The Spanish Reconcentration policy was a plan implemented by general Valeriano Weyler to relocate Cuba's rural population into concentration camps. The policy was originally developed by the Captaincy General of Cuba Arsenio Martínez Campos as a way to separate rebels from the rural populace who occasionally fed and sheltered them. Under the policy, rural Cubans had eight days to relocate to designated camps in fortified towns, all who failed to obey were to be shot. Housing in camps was often decaying, food was scarce, and disease quickly spread through the camps. By 1898, a third of Cuba's population had been moved into camps and 170,000 civil Cubans died due to their subjected conditions, that was a 10% of the population. The policy is remembered as the first time in history modern concentration camps were constructed.

Background
The plan implemented by Valeriano Weyler to relocate Cuba's rural population into concentration camps, originally developed by Arsenio Martínez Campos as a way to separate rebels from the rural populace who occasionally fed and sheltered them. Affected people had eight days to relocate, and all who failed to obey were to be shot. Housing in camps was often decaying, food was scarce, and disease quickly spread through the camps. By 1898, a third of Cuba's population had been moved into camps and over 400,000 Cubans died due to their subjected conditions. The policy is remembered as the first time in history modern concentration camps were constructed.

Cuban War of Independence
Rebel army leaders Máximo Gómez and Antonio Maceo Grajales instituted a strategy of guerrilla warfare in the countryside, often only engaging in hit-and-run attacks and destroying sugar plantations owned by the country's elite. The rebels received significant support from rural peasants and specifically black plantation workers. A Cuban exile group known as the Cuban Junta had effectively swayed American public opinion onto the side of the rebels. By 1896, the rebels had begun an offensive on the prosperous western end of the island destroying sugar plantations and causing severe damage to Spain's economy.

Spanish administration
Governor of Cuba Arsenio Martínez Campos insisted to Spain that the only path to victory included harsher strategies against the rebels. He reckoned it would be necessary to remove the supportive rural population from rebels in order to streamline offensives. Campos personally could not bring himself to order the forced relocation and resigned.

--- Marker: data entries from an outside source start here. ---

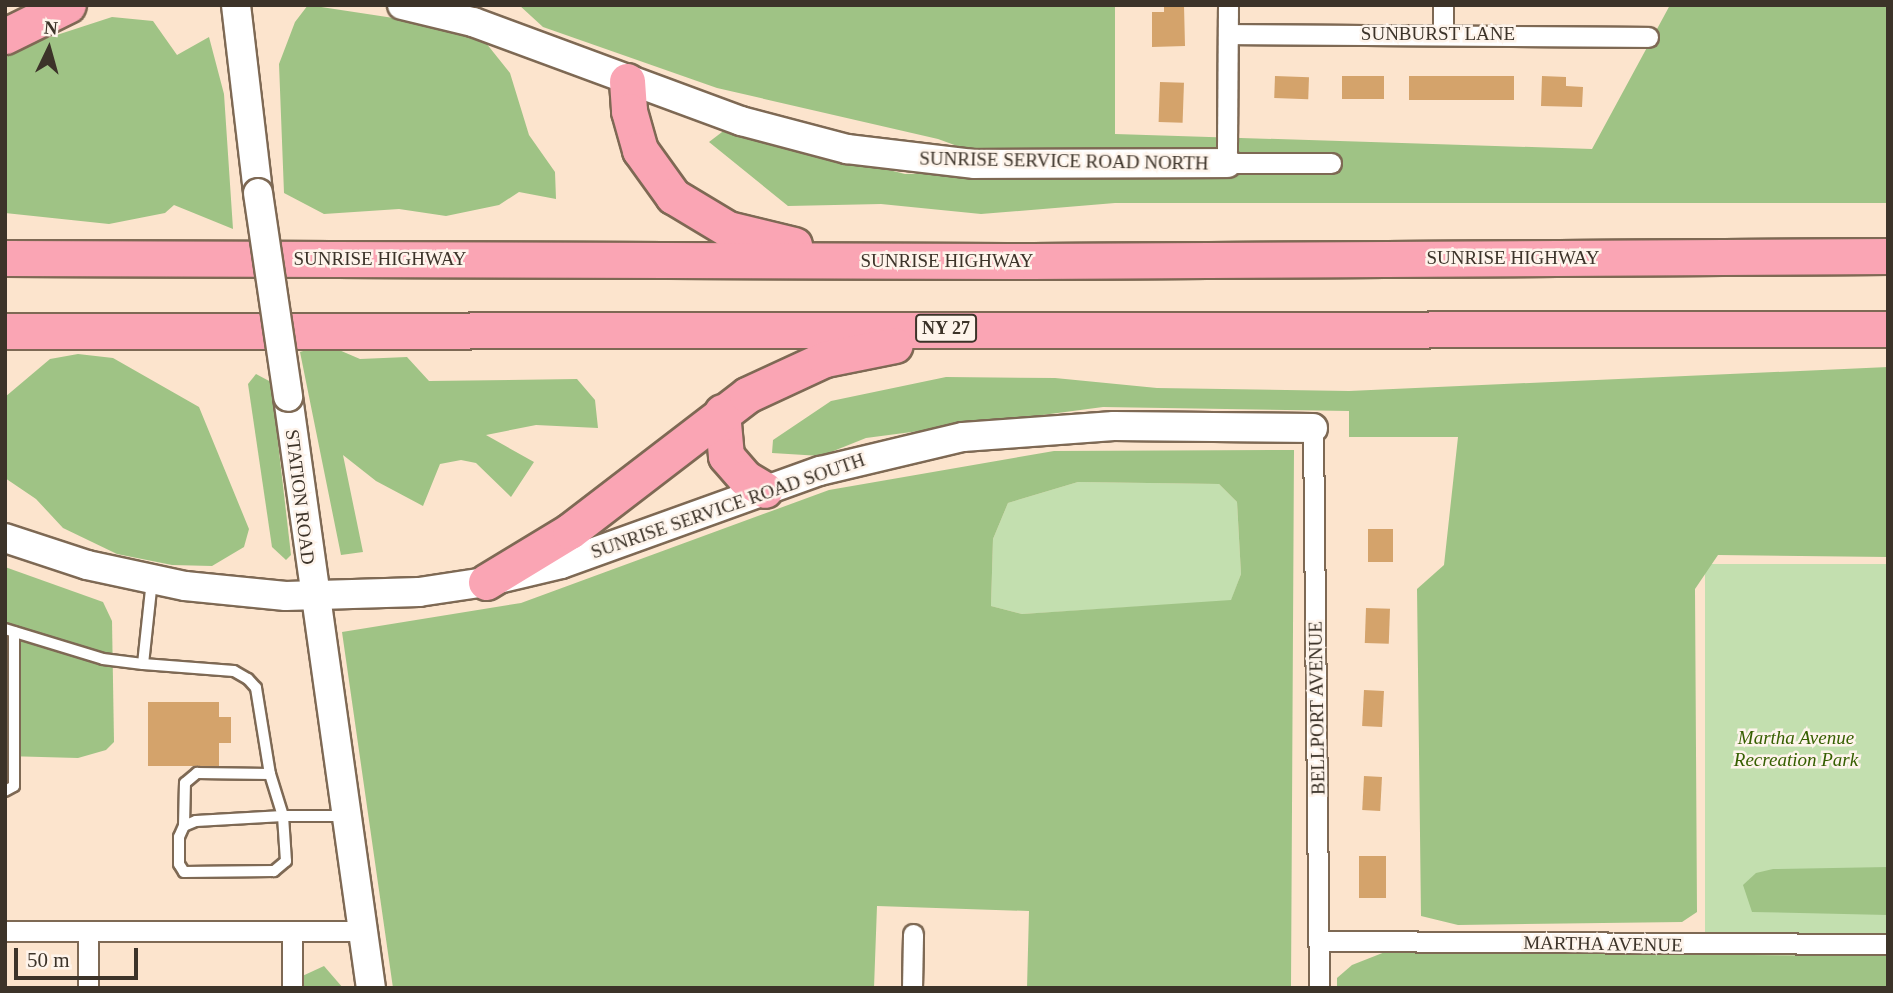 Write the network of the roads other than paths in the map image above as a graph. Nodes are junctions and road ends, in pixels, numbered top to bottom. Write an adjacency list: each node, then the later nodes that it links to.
1 (68, 5): 8 (highway)
2 (236, 5): 25 (street, STATION ROAD, bridge)
3 (402, 5): 10 (street, SUNRISE SERVICE ROAD NORTH)
4 (1228, 5): 6 (street)
5 (1443, 5): 7 (street)
6 (1228, 34): 7 (street, SUNBURST LANE); 11 (street)
7 (1443, 34): 9 (street, SUNBURST LANE)
8 (5, 36)
9 (1648, 37)
10 (627, 81): 11 (street, SUNRISE SERVICE ROAD NORTH); 15 (highway)
11 (1227, 163): 12 (street, SUNRISE SERVICE ROAD NORTH)
12 (1331, 163)
13 (1888, 256): 15 (highway, SUNRISE HIGHWAY)
14 (5, 258): 15 (highway, SUNRISE HIGHWAY)
15 (1031, 261)
16 (1888, 328): 17 (highway, NY 27)
17 (1110, 329): 18 (highway, NY 27); 19 (highway)
18 (5, 331)
19 (722, 412): 21 (highway); 24 (highway)
20 (1313, 428): 21 (street, SUNRISE SERVICE ROAD SOUTH); 46 (street, BELLPORT AVENUE)
21 (765, 491): 24 (street, SUNRISE SERVICE ROAD SOUTH)
22 (5, 538): 23 (street, SUNRISE SERVICE ROAD SOUTH)
23 (152, 580): 25 (street, SUNRISE SERVICE ROAD SOUTH); 28 (lane)
24 (486, 582): 25 (street, SUNRISE SERVICE ROAD SOUTH)
25 (313, 596): 39 (street, STATION ROAD)
26 (9, 631): 27 (lane); 28 (lane)
27 (9, 654): 29 (lane)
28 (144, 664): 36 (lane)
29 (9, 669): 30 (lane)
30 (10, 689): 31 (lane)
31 (10, 703): 32 (lane)
32 (10, 722): 33 (lane)
33 (10, 739): 34 (lane)
34 (10, 759): 35 (lane)
35 (10, 772): 37 (lane)
36 (270, 774): 38 (lane); 40 (lane)
37 (5, 791)
38 (283, 816): 39 (lane); 40 (lane); 40 (lane)
39 (345, 816): 44 (street, STATION ROAD)
40 (184, 826)
41 (5, 931): 42 (street)
42 (88, 931): 43 (street); 48 (street)
43 (292, 931): 44 (street); 49 (street)
44 (363, 931): 50 (street, STATION ROAD)
45 (913, 934): 51 (street)
46 (1319, 941): 47 (street, MARTHA AVENUE); 52 (street, BELLPORT AVENUE)
47 (1888, 944)
48 (88, 988)
49 (292, 988)
50 (371, 988)
51 (912, 988)
52 (1319, 988)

In 1896, Valeriano Weyler was appointed head of Spanish forces and governor of Cuba. Weyler had previously studied the conflict in Cuba and was a staunch supporter to the idea that the rural population must be relocated for Spain to be victorious.

History
In the autumn of 1896, Weyler decreed that rural Cubans without approved agricultural activities must be moved into camps in fortified towns. All resources and land in the countryside were destroyed so as to not be used by the rebels, livestock was driven into cities, and trade with rural areas was prohibited. By the end of the year, the Cuban countryside was devoid of all common life except for warfare.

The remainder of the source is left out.